Many folks are puzzled by the fact that the non-Catholic Bible has seven fewer books in its Old Testament than the Catholic Bible. For an extensive discussion on this topic, watch this video from
Fr Martino:
The condensed version is:
In 2nd Century BC, Jewish scholars
translated the Hebrew Scriptures into Greek. Seven of the books were
originally written in Greek, not Hebrew, but the 70 rabbis doing the project
kept them anyway.
In 400 AD, St Jerome translated the
Bible into Latin (called the Vulgate version). He opined that only those
originally written in Hebrew should be part of the Canon, the other 7 should be
tossed out. St Augustine weighed in, and said no, we should retain them all.

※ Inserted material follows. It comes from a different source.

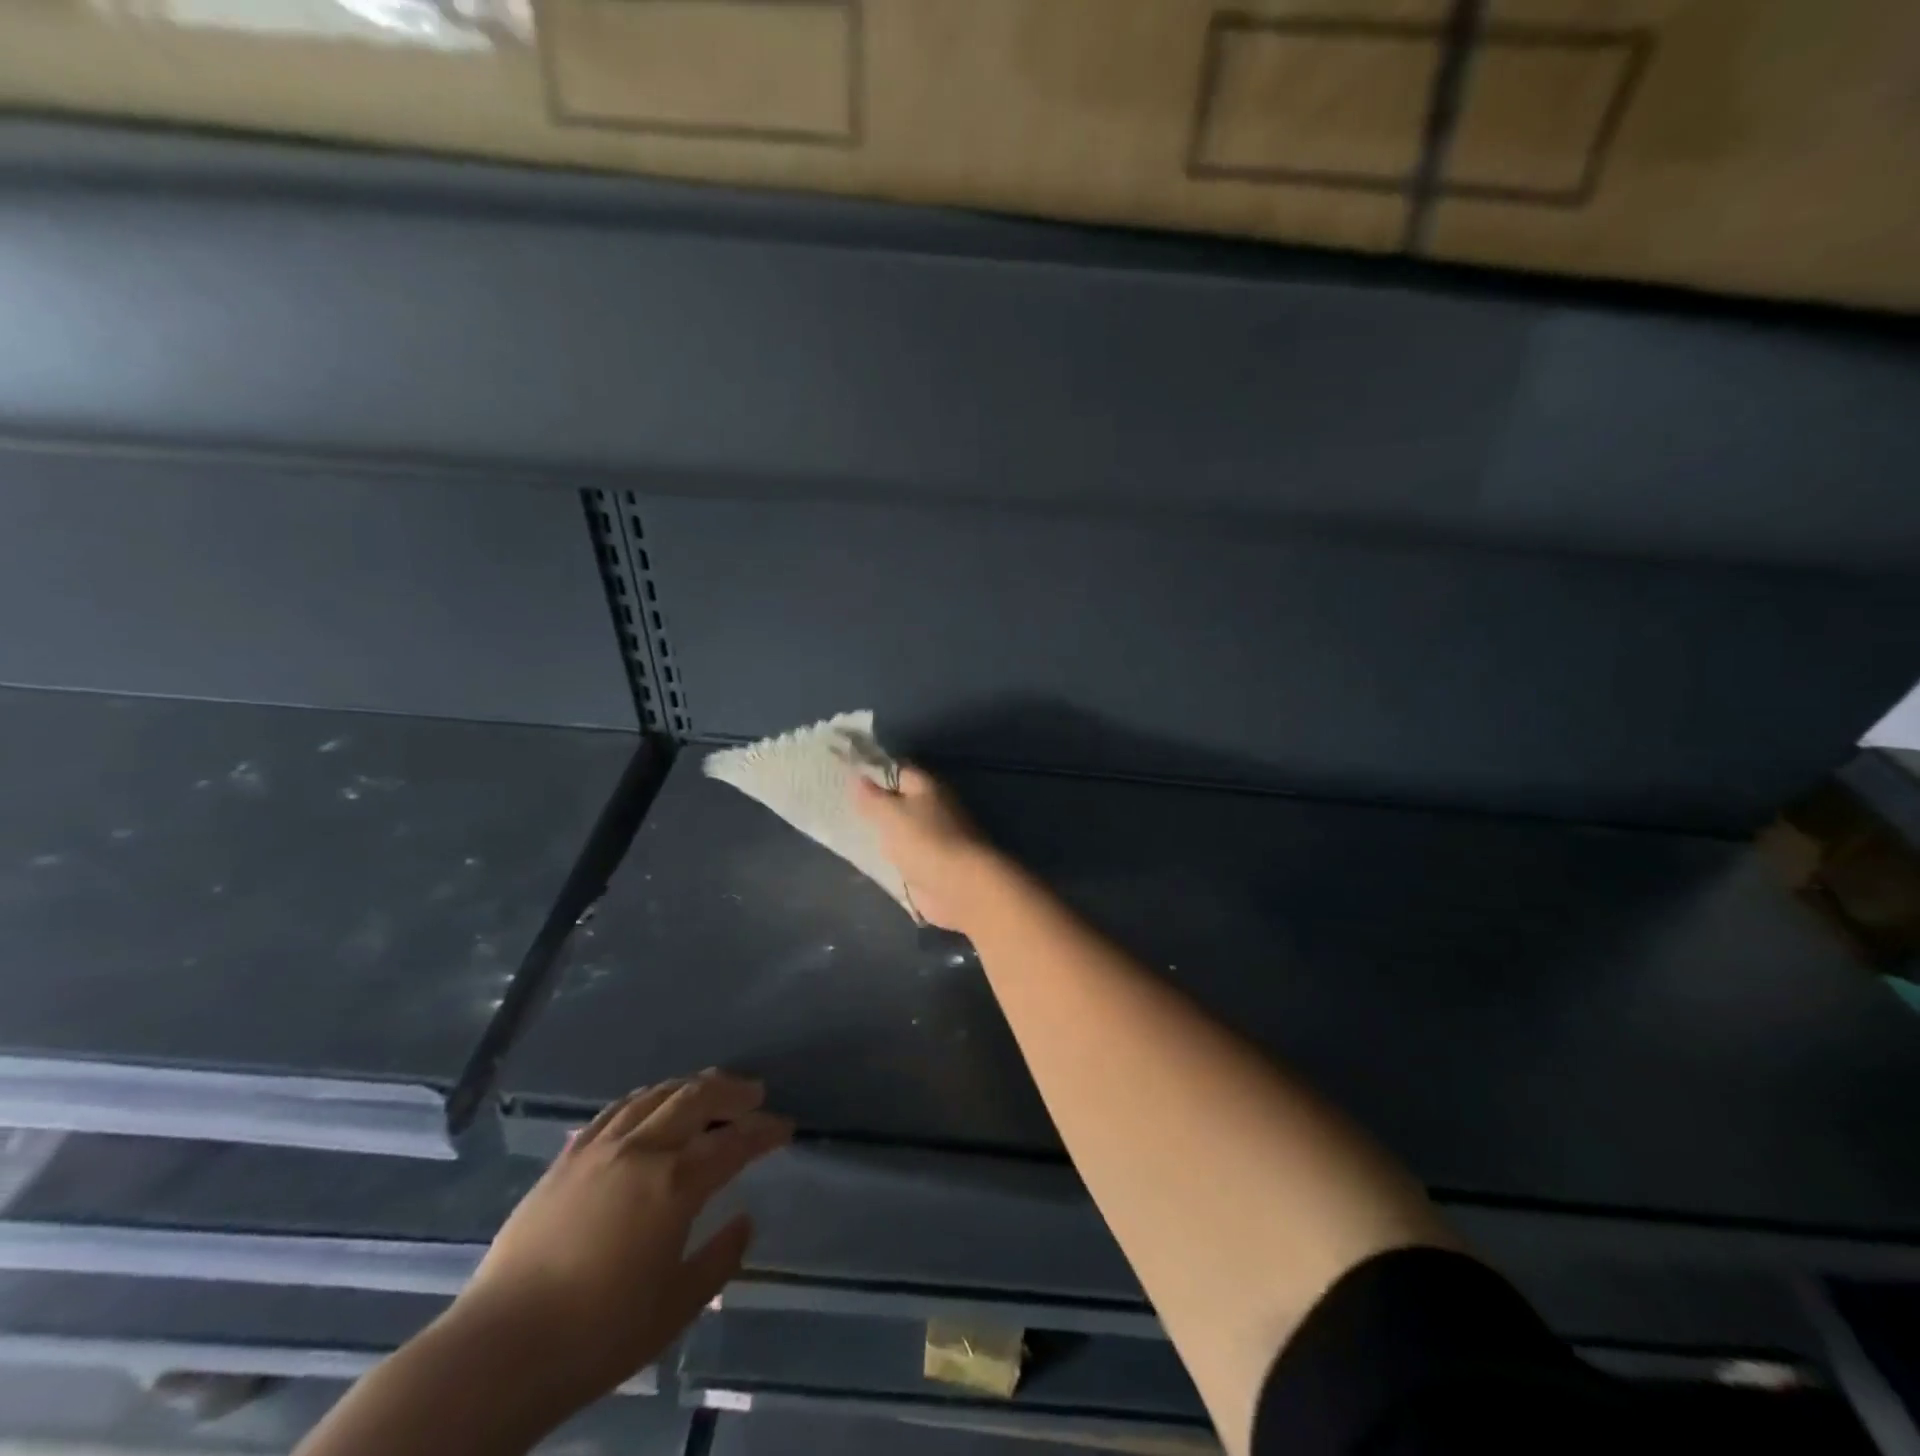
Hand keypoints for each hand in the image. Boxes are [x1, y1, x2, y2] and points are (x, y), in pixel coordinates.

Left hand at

The Council of Hippo in 393 confirmed that all 46 OT books shall remain in the
Canon.
During the
reformation, Martin Luther raised the issue again, and said the 7 Greek books
should be dropped. A few years later, the Council of Trent reaffirmed the
Church's Canon of 46 OT books. Luther & his followers decided to stick with
only 39 books in their OT. So, today we have 2 separate versions of the OT.
3 comments:
Love that you post this info. Some I knew, some long forgotten, and some never knew.
Great Homily Ken!
Thanks, Bob. Great to have you back in the diocese!